The program left a profound impression upon me that speaks directly to my own church’s discussions about how to be a relevant presence in our community. It also provided for me a compelling theological argument for why Christians need to go above and beyond political correctedness in seeking and embracing diversity, not only on Sunday mornings, but throughout our week.
That’s some pretty good theological take-away from six hours or so of listening to a story so profane and bereft of any goodness or hope, that my initial response wasnt spiritual but instead it sent me into 36 hours or so of feeling somewhat depressed.
The podcast is the true story of the goings-on in Woodstock, a small town in rural Alabama that offers up a fairly unflattering slice of humanity (the podcast is aptly entitled “Shit Town”). The protagonist, John B. McLemore, is this brilliant restorer of antique clocks, and whose expertise is renowned far beyond the confines of his hometown to throughout the United States and even Europe. He is also this profane, bitter, emotional train wreck of a human being who provides much of the story’s narrative by spewing rants at the town he calls home and the larger world around him. It is revealed later in the story that he was gay; a revelation that only added to his sense of isolation and alienation in the rural South.
John never refers to Woodstock by its official name but only as ‘Shit Town.’ He tosses the name out so frequently, so matter-of-factly, that after a while, it became for me the town’s actual name.
The town folks, or at least those depicted in the story, are racists; have multiple children with multiple partners and spend their free time high or drunk or both; getting into fights, and trying to stay out of jail. I would imagine there is kindness and redemptive acts in this town, but that would have thrown off the producer’s narrative.

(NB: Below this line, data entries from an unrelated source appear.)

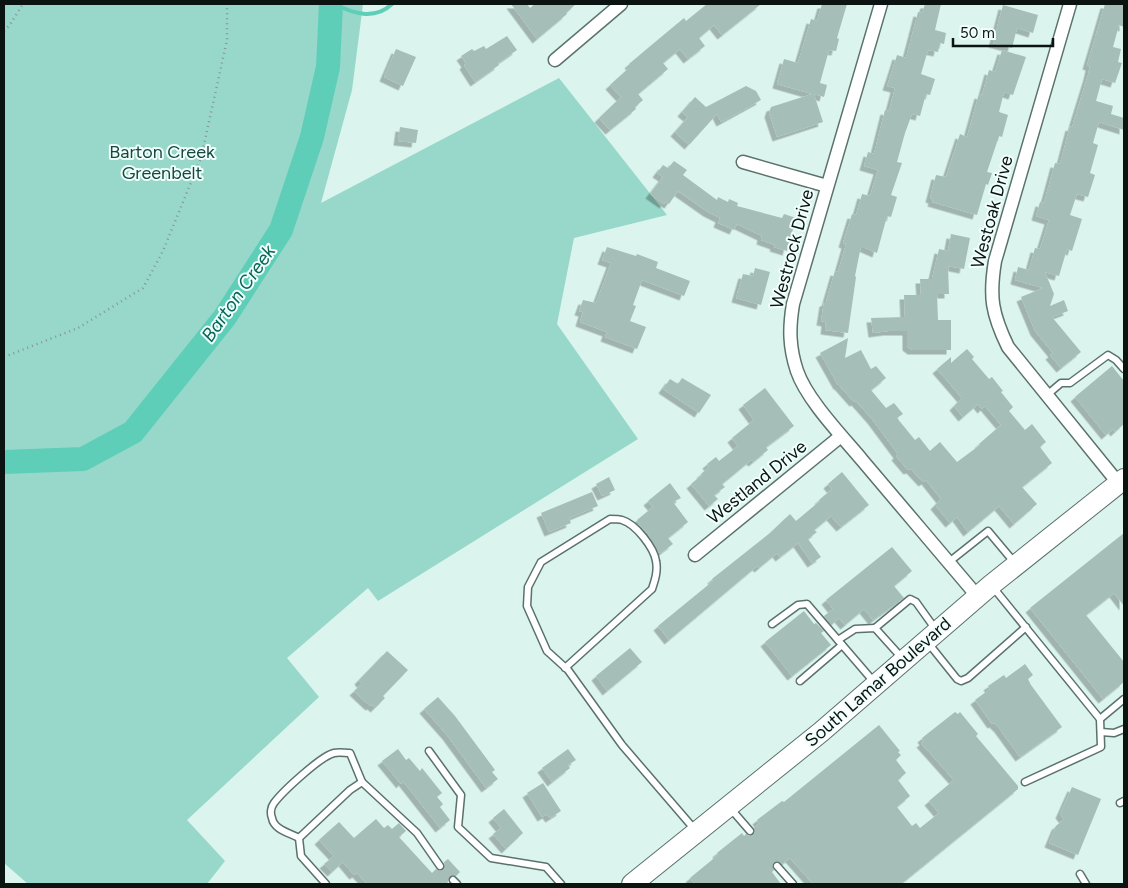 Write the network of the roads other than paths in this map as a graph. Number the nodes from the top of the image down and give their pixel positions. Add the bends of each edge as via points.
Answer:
1 (621, 4) edge
2 (881, 4) edge
3 (1070, 4) edge
4 (555, 60) dead end
5 (743, 162) dead end
6 (827, 186) junction
7 (1124, 369) edge
8 (1047, 395) junction
9 (841, 436) junction
10 (1121, 481) edge
11 (695, 555) dead end
12 (949, 562) junction
13 (1017, 565) junction
14 (985, 591) junction
15 (772, 624) dead end
16 (1026, 627) junction
17 (875, 628) junction
18 (932, 636) junction
19 (840, 642) junction
20 (903, 660) junction
21 (565, 668) junction
22 (800, 681) dead end
23 (876, 684) junction
24 (1124, 699) edge
25 (1100, 719) junction
26 (1124, 729) edge
27 (1102, 732) junction
28 (429, 750) dead end
29 (362, 782) junction
30 (1025, 782) dead end
31 (728, 806) junction
32 (750, 831) dead end
33 (697, 832) junction
34 (299, 838) junction
35 (440, 866) dead end
36 (777, 866) dead end
37 (1080, 874) dead end
38 (326, 884) edge
39 (561, 884) edge
40 (632, 884) edge
41 (793, 884) edge
42 (1086, 884) edge

1 - 4 street
2 - 6 street, Westrock Drive
3 - 8 street, Westoak Drive via 997,253 992,280 995,317 1008,347
5 - 6 street
6 - 9 street, Westrock Drive via 793,304 791,351 807,391
7 - 8 lane via 1108,355 1070,383 1061,383
8 - 10 street, Westoak Drive
9 - 11 street, Westland Drive
9 - 12 street, Westrock Drive
10 - 13 main road, South Lamar Boulevard
12 - 13 lane via 988,531
12 - 14 street, Westrock Drive
13 - 14 main road, South Lamar Boulevard
14 - 16 lane
14 - 18 main road, South Lamar Boulevard
15 - 19 lane via 798,604 807,604
16 - 18 lane via 961,681
16 - 25 lane
17 - 18 lane via 910,599 916,602
17 - 19 lane via 855,629
17 - 20 lane
18 - 20 main road, South Lamar Boulevard
19 - 22 lane
19 - 23 lane
20 - 23 main road, South Lamar Boulevard
21 - 21 lane via 547,651 527,606 528,587 541,562 610,519 623,520 637,529 655,555 657,570 652,589
21 - 33 lane via 622,746
23 - 31 main road, South Lamar Boulevard
24 - 25 lane
25 - 27 lane
26 - 27 lane via 1114,733
27 - 30 lane via 1101,747
28 - 39 lane via 461,795 458,827 491,858 546,867
29 - 34 lane
29 - 34 lane via 350,753 335,752 321,759 274,803 271,810 272,820 278,828
29 - 35 lane via 417,833
31 - 32 lane
31 - 33 main road, South Lamar Boulevard
33 - 40 main road, South Lamar Boulevard
34 - 38 lane via 301,856
36 - 41 lane
37 - 42 lane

John saves his harshest commentary, however, for the church. He remarks at one point there aren’t enough schools to accomodate the town’s meager populace, but they had 95 churches. Why, oh why would you have 95 churches in a town no bigger than a postage stamp?! It’s never explained, but it’s reasonable to assume that over the years there were petty arguments, discord, and the inevitable falling outs. And so people would go off to start their own church. And of course, there would have to be churches for white people and churches for black people because, God forbid, we would actually worship together.
No wonder the protagonist railed against the church; who could blame him? There was zero evidence any of these churches were making a whisper of a difference in this town. When John dies, there’s a powerful scene where we listen to a recording of the actual funeral service and we hear the pastor speak scripture and words of comfort over a man who was an atheist. The emptiness and bitter irony of a Christian burial for a man who disavowed any possibility there was a God, in front of a sparse audience of friends and family who were there, for the most part, to best position themselves to get their hands on the deceased’s alleged fortune, was played to with great effect.

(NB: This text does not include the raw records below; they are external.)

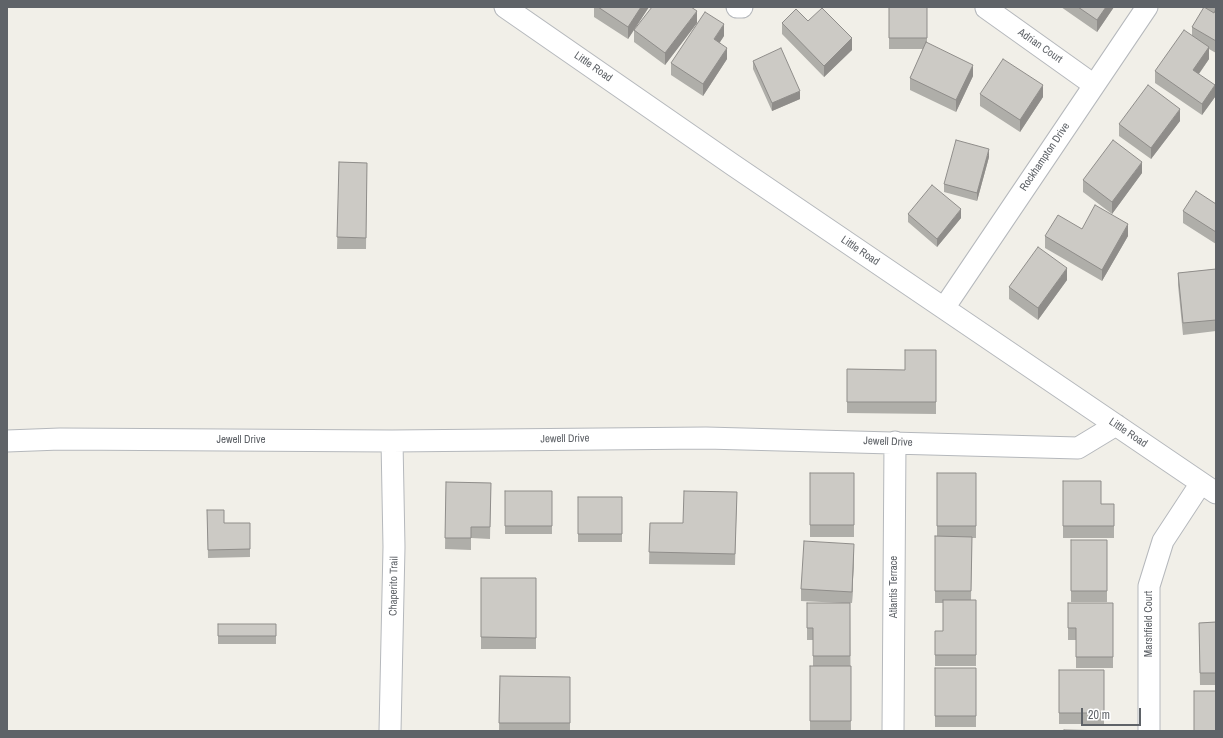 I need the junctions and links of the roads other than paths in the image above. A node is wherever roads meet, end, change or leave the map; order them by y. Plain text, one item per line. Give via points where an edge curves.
1 (737, 7) edge
2 (742, 7) edge
3 (1148, 7) edge
4 (986, 8) edge
5 (514, 9) edge
6 (1094, 84) junction
7 (944, 308) junction
8 (1116, 425) junction
9 (7, 441) edge
10 (392, 441) junction
11 (895, 442) junction
12 (1209, 488) edge
13 (390, 731) edge
14 (893, 731) edge
15 (1149, 731) edge

1 - 2 street
3 - 6 street, Rockhampton Drive
4 - 6 street, Adrian Court
5 - 7 street, Little Road via 733,165
6 - 7 street, Rockhampton Drive
7 - 8 street, Little Road
8 - 11 street, Jewell Drive via 1078,448
8 - 12 street, Little Road
9 - 10 street, Jewell Drive
10 - 11 street, Jewell Drive via 706,438
10 - 13 street, Chaperito Trail via 394,547
11 - 14 street, Atlantis Terrace
12 - 15 street, Marshfield Court via 1163,541 1149,586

After some time to reflect, the resulting sadness I felt after listening to the podcast is tied, at some level, to the irrelevance (or animosity) I know many feel toward the Christian church.
We are decades removed from a culture where church attendance was assumed. In a way, that’s not such a bad thing. One of the things that most struck me when I gave my life to Christ 38 years ago, is there exists a sharp distinction between “Churchianity” and a relationship with Jesus Christ. I got the very real sense that many church goers attend out of some sense of duty or obligation and that churches and pulpits are filled with people who think they are in good stead with God when the reality is they are no closer to God than the guy who sleeps in on Sundays and plays golf.
That means the lines between “in Christ” and the world should be more distinct and God willing, fewer will be deluded into thinking they are right with God simply because they attend church and they are a “good person.”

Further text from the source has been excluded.